• **How to complete this task**
In the copy, include every entry exactly but none of the images.

• **Data records**
──────

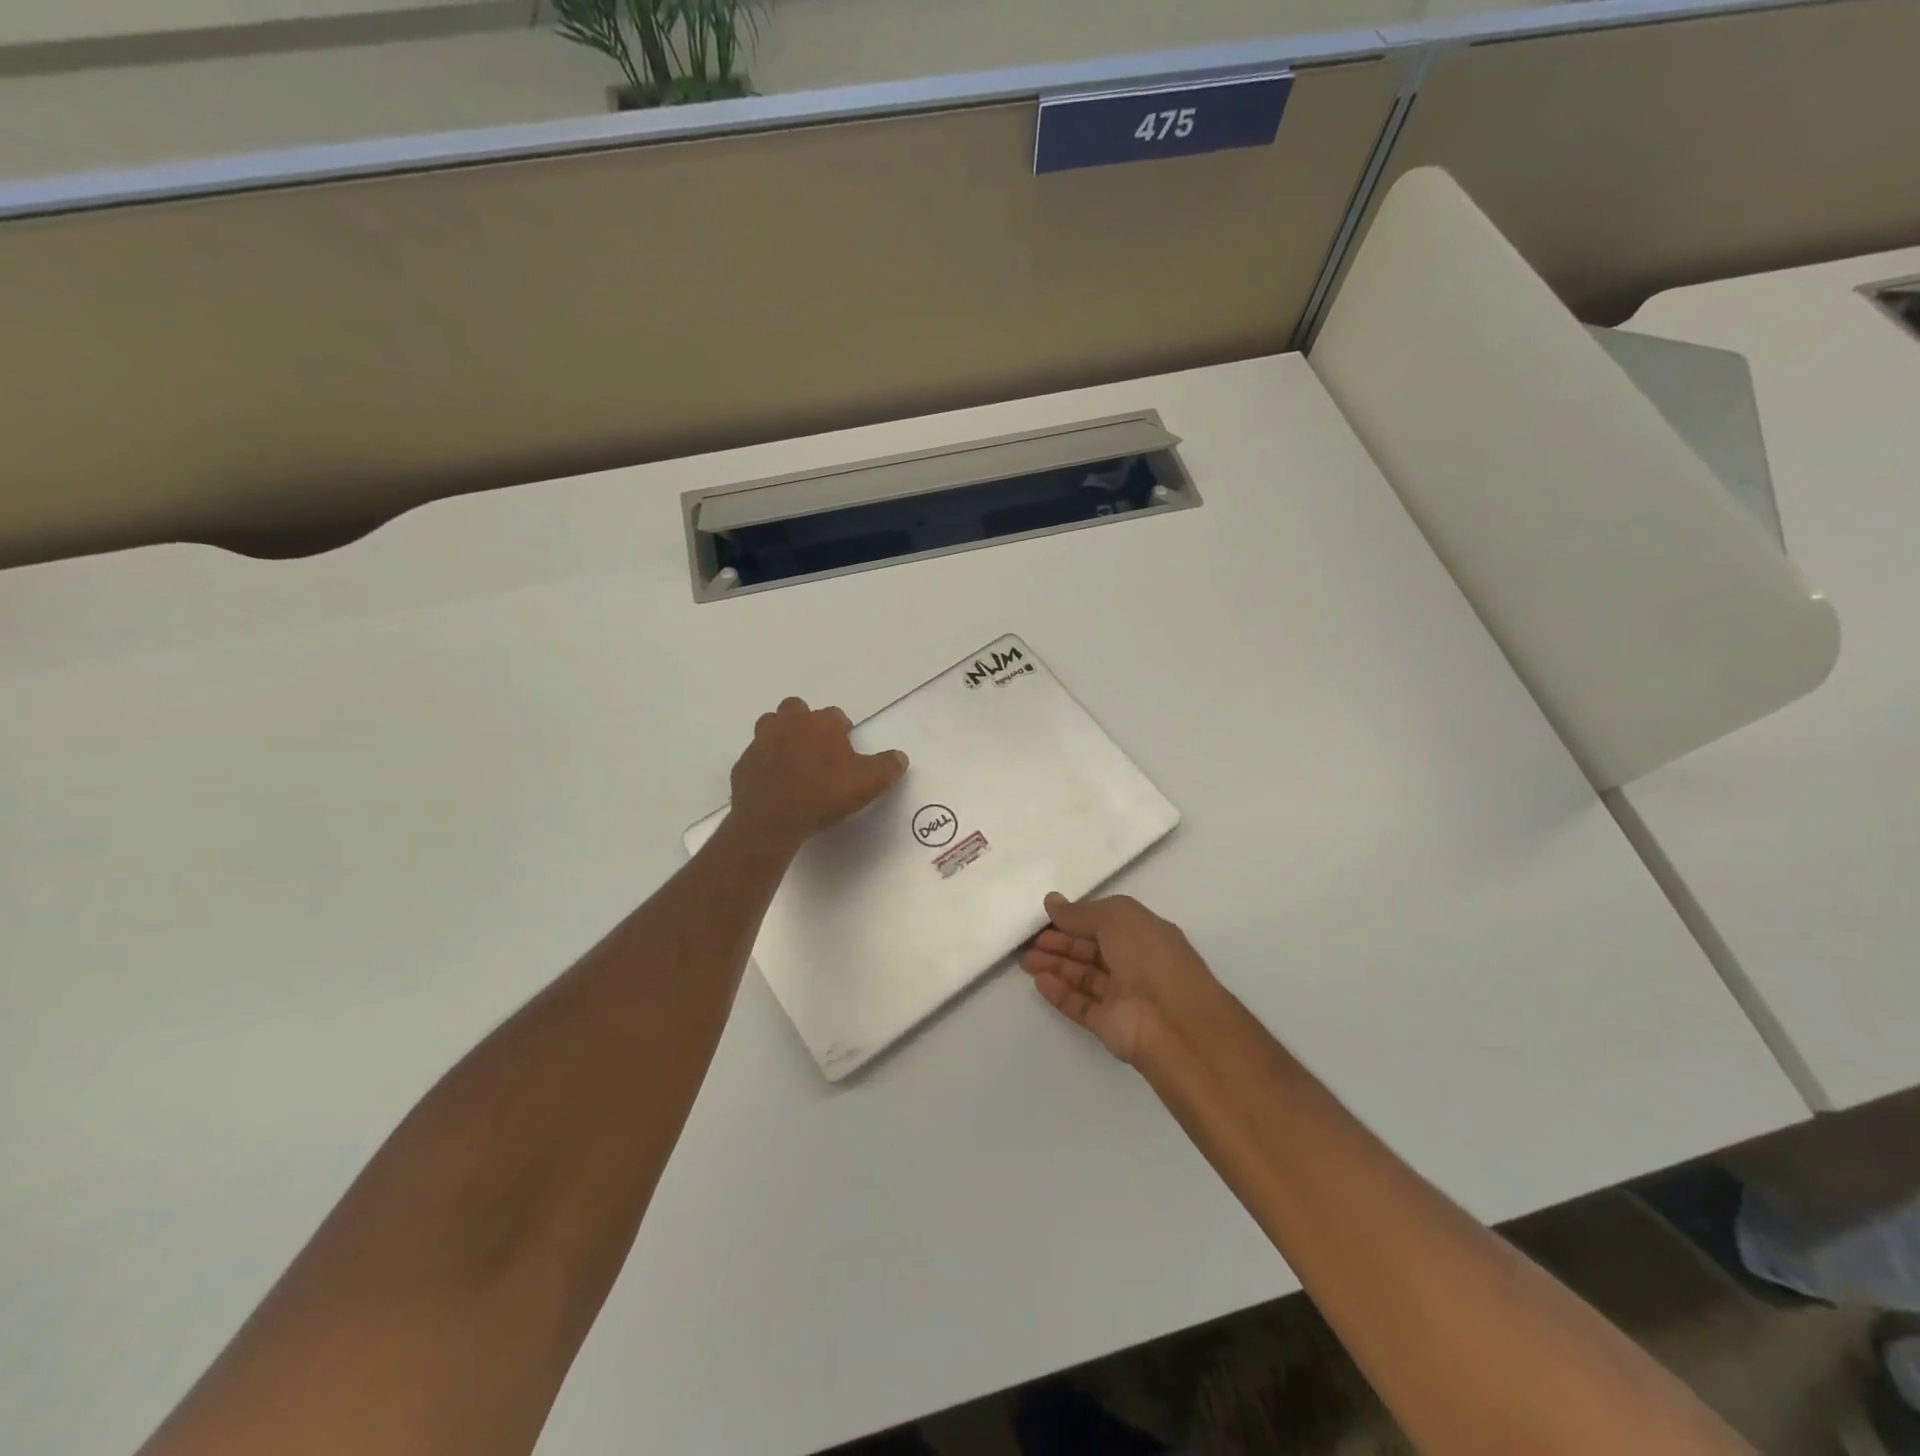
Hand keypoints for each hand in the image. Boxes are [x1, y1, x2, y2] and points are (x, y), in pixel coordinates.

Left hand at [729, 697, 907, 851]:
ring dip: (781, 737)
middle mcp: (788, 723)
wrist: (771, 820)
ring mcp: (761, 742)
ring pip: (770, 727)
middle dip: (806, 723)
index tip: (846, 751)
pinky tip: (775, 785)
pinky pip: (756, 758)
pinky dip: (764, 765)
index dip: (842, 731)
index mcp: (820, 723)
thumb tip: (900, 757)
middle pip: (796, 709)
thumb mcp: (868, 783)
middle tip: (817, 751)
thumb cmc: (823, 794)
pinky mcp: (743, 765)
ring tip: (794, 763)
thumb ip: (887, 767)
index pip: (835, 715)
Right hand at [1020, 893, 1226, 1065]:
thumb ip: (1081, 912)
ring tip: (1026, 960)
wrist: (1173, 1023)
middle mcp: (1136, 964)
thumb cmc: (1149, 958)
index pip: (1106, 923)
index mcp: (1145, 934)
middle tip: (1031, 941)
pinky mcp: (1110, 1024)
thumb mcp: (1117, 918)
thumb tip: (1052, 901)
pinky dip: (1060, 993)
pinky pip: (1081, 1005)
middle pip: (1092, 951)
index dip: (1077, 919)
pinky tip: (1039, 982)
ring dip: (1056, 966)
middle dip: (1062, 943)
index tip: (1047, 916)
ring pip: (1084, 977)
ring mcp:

──────

• **Solved problem**
Hand keypoints for each hand in the image. Boxes are [x1, y1, x2, y2] and points are (x, y), in pixel coordinates.

Left hand at [729, 697, 907, 851]:
ring dip: (781, 737)
middle mcp: (788, 723)
wrist: (771, 820)
ring mcp: (761, 742)
ring pip: (770, 727)
middle dip: (806, 723)
index tip: (846, 751)
pinky tip: (775, 785)
pinky pip: (756, 758)
pinky dip: (764, 765)
index dip: (842, 731)
index mcp: (820, 723)
thumb tip: (900, 757)
middle pip: (796, 709)
thumb mcp: (868, 783)
middle tip: (817, 751)
thumb cmc: (823, 794)
pinky mcp: (743, 765)
ring tip: (794, 763)
thumb ip: (887, 767)
index pip: (835, 715)
Right hand at [1020, 893, 1226, 1065]:
thumb ip: (1081, 912)
ring tip: (1026, 960)
wrist: (1173, 1023)
middle mcp: (1136, 964)
thumb cmc: (1149, 958)
index pip: (1106, 923)
index mcp: (1145, 934)
middle tip: (1031, 941)
pinky mcp: (1110, 1024)
thumb mcp: (1117, 918)
thumb tip: (1052, 901)
pinky dip: (1060, 993)
pinky pip: (1081, 1005)
middle pip: (1092, 951)
index dip: (1077, 919)
pinky tip: (1039, 982)
ring dip: (1056, 966)
middle dip: (1062, 943)
index tip: (1047, 916)
ring pip: (1084, 977)
ring mcp:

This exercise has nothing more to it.